• _THE TASK_:
Give all the lines below again, exactly, with no pictures.
===== EXERCISE INPUTS
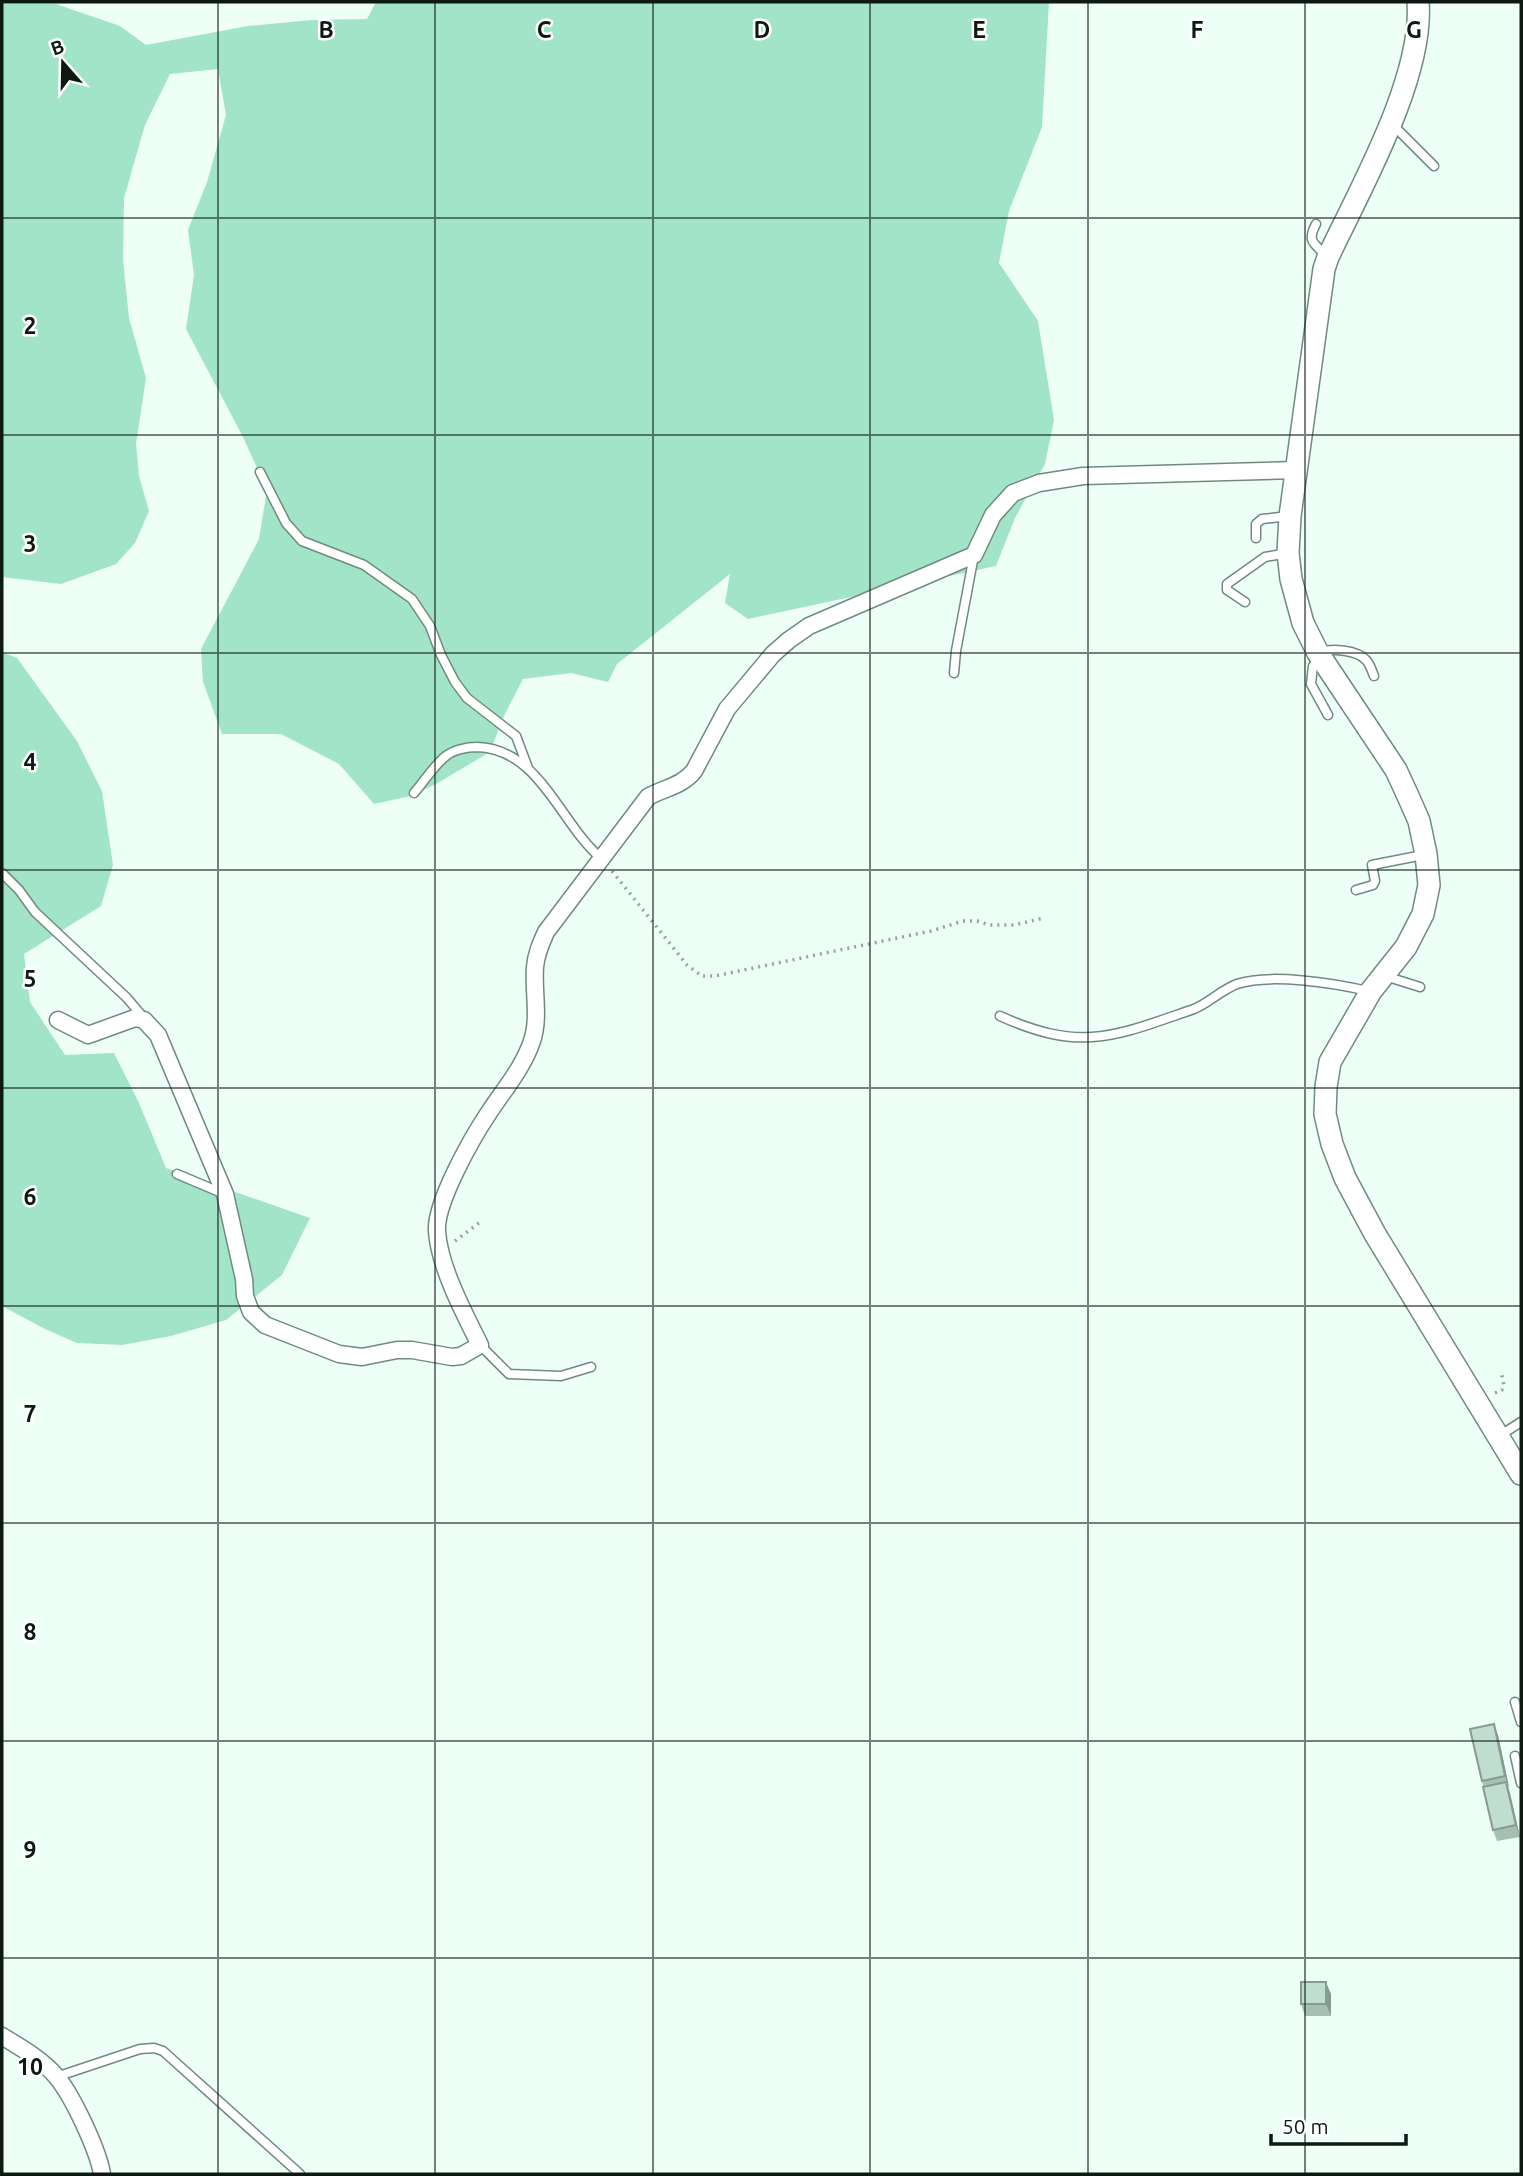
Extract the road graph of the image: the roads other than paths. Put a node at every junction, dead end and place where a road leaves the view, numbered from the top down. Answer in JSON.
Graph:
{"nodes":[{"id":1,"x":1419,"y":2,"type":"edge"},
{"id":2,"x":1391,"y":122,"type":"junction"},
{"id":3,"x":1434,"y":166,"type":"dead end"},
{"id":4,"x":1316,"y":224,"type":"dead end"},
{"id":5,"x":1328,"y":257,"type":"junction"},
{"id":6,"x":1297,"y":470,"type":"junction"},
{"id":7,"x":260,"y":472,"type":"dead end"},
{"id":8,"x":1290,"y":516,"type":"junction"},
{"id":9,"x":1256,"y":538,"type":"dead end"},
{"id":10,"x":1288,"y":553,"type":"junction"},
{"id":11,"x":974,"y":555,"type":"junction"},
{"id":12,"x":1245,"y":602,"type":"dead end"},
{"id":13,"x":1320,"y":656,"type":"junction"},
{"id":14,"x":954,"y":673,"type":"dead end"},
{"id":15,"x":1374,"y":676,"type":"dead end"},
{"id":16,"x":1328,"y":715,"type":"dead end"},
{"id":17,"x":528,"y":768,"type":"junction"},
{"id":18,"x":414,"y":793,"type":"dead end"},
{"id":19,"x":1426,"y":854,"type":"junction"},
{"id":20,"x":603,"y":860,"type":"junction"},
{"id":21,"x":2,"y":873,"type":"edge"},
{"id":22,"x":1356,"y":890,"type":"dead end"},
{"id":23,"x":1378,"y":984,"type":"junction"},
{"id":24,"x":1420,"y":987,"type":"dead end"},
{"id":25,"x":1000,"y":1016,"type":"dead end"},
{"id":26,"x":58,"y":1020,"type":"dead end"},
{"id":27,"x":144,"y":1020,"type":"junction"},
{"id":28,"x":177,"y":1174,"type":"dead end"},
{"id":29,"x":225,"y":1194,"type":"junction"},
{"id":30,"x":480,"y":1345,"type":"junction"},
{"id":31,"x":591,"y":1367,"type":"dead end"},
{"id":32,"x":1521,"y":1422,"type":"edge"},
{"id":33,"x":1499,"y":1436,"type":"junction"},
{"id":34,"x":1521,"y":1474,"type":"edge"},
{"id":35,"x":1515,"y":1702,"type":"dead end"},
{"id":36,"x":1521,"y":1722,"type":"edge"},
{"id":37,"x":1515,"y":1756,"type":"dead end"},
{"id":38,"x":1521,"y":1783,"type":"edge"},
{"id":39,"x":2,"y":2036,"type":"edge"},
{"id":40,"x":56,"y":2077,"type":"junction"},
{"id":41,"x":102,"y":2174,"type":"edge"},
{"id":42,"x":300,"y":2174,"type":"edge"}],
"edges":[{"from":1,"to":2,"type":"street"},
{"from":2,"to":3,"type":"lane"},
{"from":2,"to":5,"type":"street"},
{"from":4,"to":5,"type":"lane"},
{"from":5,"to":6,"type":"street"},
{"from":6,"to":8,"type":"street"},
{"from":6,"to":11,"type":"street"},
{"from":7,"to":17,"type":"lane"},
{"from":8,"to":9,"type":"lane"},
{"from":8,"to":10,"type":"street"},
{"from":10,"to":12,"type":"lane"},
{"from":10,"to":13,"type":"street"},
{"from":11,"to":14,"type":"lane"},
{"from":11,"to":20,"type":"street"},
{"from":13,"to":15,"type":"lane"},
{"from":13,"to":16,"type":"lane"},
{"from":13,"to":19,"type":"street"},
{"from":17,"to":18,"type":"lane"},
{"from":17,"to":20,"type":"lane"},
{"from":19,"to":22,"type":"lane"},
{"from":19,"to":23,"type":"street"},
{"from":20,"to":30,"type":"street"},
{"from":21,"to":27,"type":"lane"},
{"from":23,"to":24,"type":"lane"},
{"from":23,"to":25,"type":"lane"},
{"from":23,"to":33,"type":"street"},
{"from":26,"to":27,"type":"street"},
{"from":27,"to":29,"type":"street"},
{"from":28,"to":29,"type":"lane"},
{"from":29,"to":30,"type":"street"},
{"from":30,"to":31,"type":"lane"},
{"from":32,"to":33,"type":"lane"},
{"from":33,"to":34,"type":"street"},
{"from":35,"to":36,"type":"lane"},
{"from":37,"to":38,"type":"lane"},
{"from":39,"to":40,"type":"street"},
{"from":40,"to":41,"type":"street"},
{"from":40,"to":42,"type":"lane"}]}
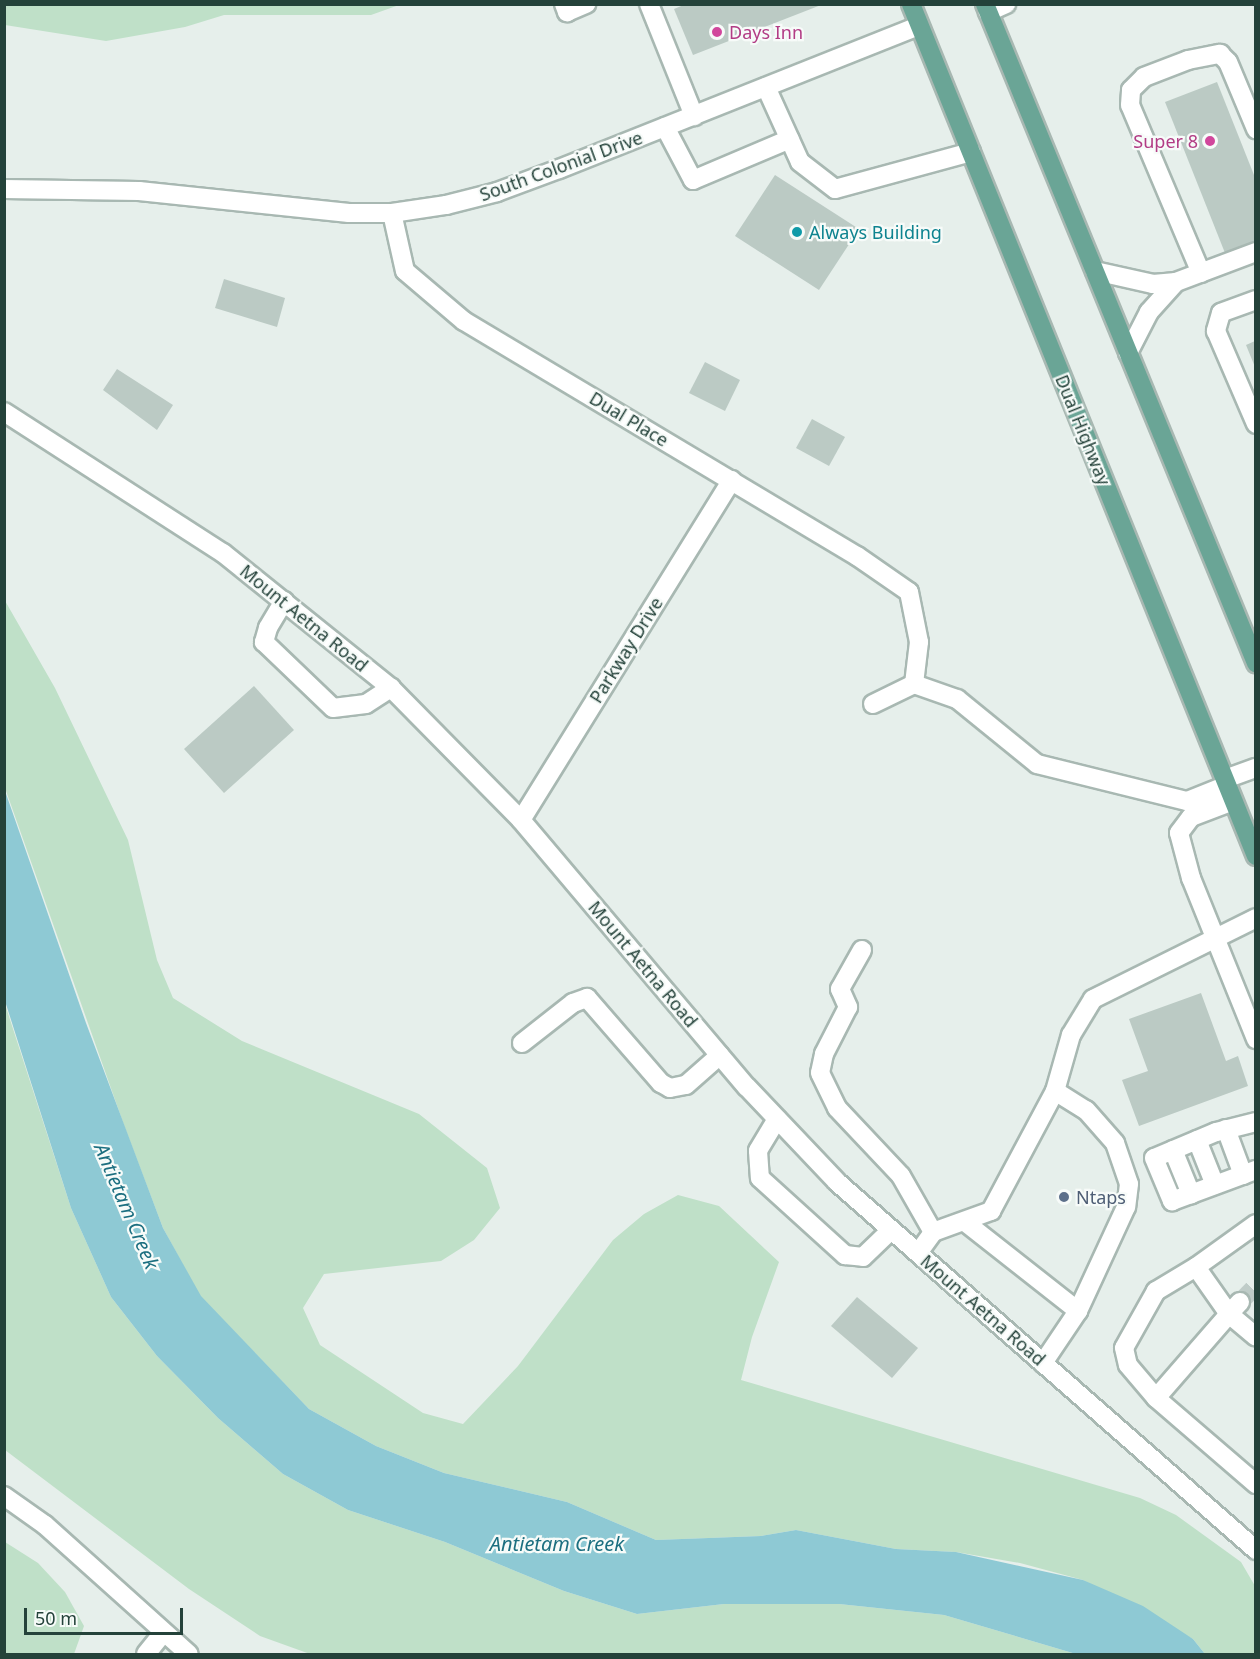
==========
• _OUTPUT OF THE EXERCISE_:
Extract the road graph of the image: the roads other than paths. Put a node at every junction, dead end and place where a road leaves the view, numbered from the top down. Answer in JSON.
Graph:
{"nodes":[{"id":1,"x":1419,"y":2,"type":"edge"},
{"id":2,"x":1391,"y":122,"type":"junction"},
{"id":3,"x":1434,"y":166,"type":"dead end"},
{"id":4,"x":1316,"y":224,"type":"dead end"},
{"id":5,"x":1328,"y":257,"type":"junction"},
{"id":6,"x":1297,"y":470,"type":"junction"},
{"id":7,"x":260,"y":472,"type":"dead end"},
{"id":8,"x":1290,"y":516,"type":"junction"},
{"id":9,"x":1256,"y":538,"type":"dead end"},
{"id":10,"x":1288,"y":553,"type":"junction"},
{"id":11,"x":974,"y":555,"type":"junction"},
{"id":12,"x":1245,"y":602,"type":"dead end"},
{"id":13,"x":1320,"y":656,"type":"junction"},
{"id":14,"x":954,"y":673,"type":"dead end"},
{"id":15,"x":1374,"y":676,"type":"dead end"},
{"id":16,"x":1328,"y":715,"type":"dead end"},
{"id":17,"x":528,"y":768,"type":"junction"},
{"id":18,"x":414,"y":793,"type":"dead end"},
{"id":19,"x":1426,"y":854,"type":"junction"},
{"id":20,"x":603,"y":860,"type":"junction"},
{"id":21,"x":2,"y":873,"type":"edge"},
{"id":22,"x":1356,"y":890,"type":"dead end"},
{"id":23,"x":1378,"y":984,"type":"junction"},
{"id":24,"x":1420,"y":987,"type":"dead end"},
{"id":25,"x":1000,"y":1016,"type":"dead end"},
{"id":26,"x":58,"y":1020,"type":"dead end"},
{"id":27,"x":144,"y":1020,"type":"junction"},
{"id":28,"x":177,"y":1174,"type":"dead end"},
{"id":29,"x":225,"y":1194,"type":"junction"},
{"id":30,"x":480,"y":1345,"type":"junction"},
{"id":31,"x":591,"y":1367,"type":"dead end"},
{"id":32,"x":1521,"y":1422,"type":"edge"},
{"id":33,"x":1499,"y":1436,"type":"junction"},
{"id":34,"x":1521,"y":1474,"type":"edge"},
{"id":35,"x":1515,"y":1702,"type":"dead end"},
{"id":36,"x":1521,"y":1722,"type":"edge"},
{"id":37,"x":1515,"y":1756,"type":"dead end"},
{"id":38,"x":1521,"y":1783,"type":"edge"},
{"id":39,"x":2,"y":2036,"type":"edge"},
{"id":40,"x":56,"y":2077,"type":"junction"},
{"id":41,"x":102,"y":2174,"type":"edge"},
{"id":42,"x":300,"y":2174,"type":"edge"}],
"edges":[{"from":1,"to":2,"type":"street"},
{"from":2,"to":3,"type":"lane"},
{"from":2,"to":5,"type":"street"},
{"from":4,"to":5,"type":"lane"},
{"from":5,"to":6,"type":"street"},
{"from":6,"to":8,"type":"street"},
{"from":6,"to":11,"type":"street"},
{"from":7,"to":17,"type":"lane"},
{"from":8,"to":9,"type":"lane"},
{"from":8,"to":10,"type":"street"},
{"from":10,"to":12,"type":"lane"},
{"from":10,"to":13,"type":"street"},
{"from":11,"to":14,"type":"lane"},
{"from":11,"to":20,"type":"street"},
{"from":13,"to":15,"type":"lane"},
{"from":13,"to":16,"type":"lane"},
{"from":13,"to":19,"type":"street"},
{"from":17,"to":18,"type":"lane"},
{"from":17,"to":20,"type":"lane"},
{"from":19,"to":22,"type":"lane"},
{"from":19,"to":23,"type":"street"},
{"from":20,"to":30,"type":"street"},
{"from":21,"to":27,"type":"lane"},
{"from":23,"to":24,"type":"lane"},
{"from":23,"to":25,"type":"lane"},
{"from":23,"to":33,"type":"street"},
{"from":26,"to":27,"type":"street"},
{"from":27,"to":29,"type":"street"},
{"from":28,"to":29,"type":"lane"},
{"from":29,"to":30,"type":"street"},
{"from":30,"to":31,"type":"lane"},
{"from":32,"to":33,"type":"lane"},
{"from":33,"to":34,"type":"street"},
{"from":35,"to":36,"type":"lane"},
{"from":37,"to":38,"type":"lane"},
{"from":39,"to":40,"type":"street"},
{"from":40,"to":41,"type":"street"},
{"from":40,"to":42,"type":"lane"}]}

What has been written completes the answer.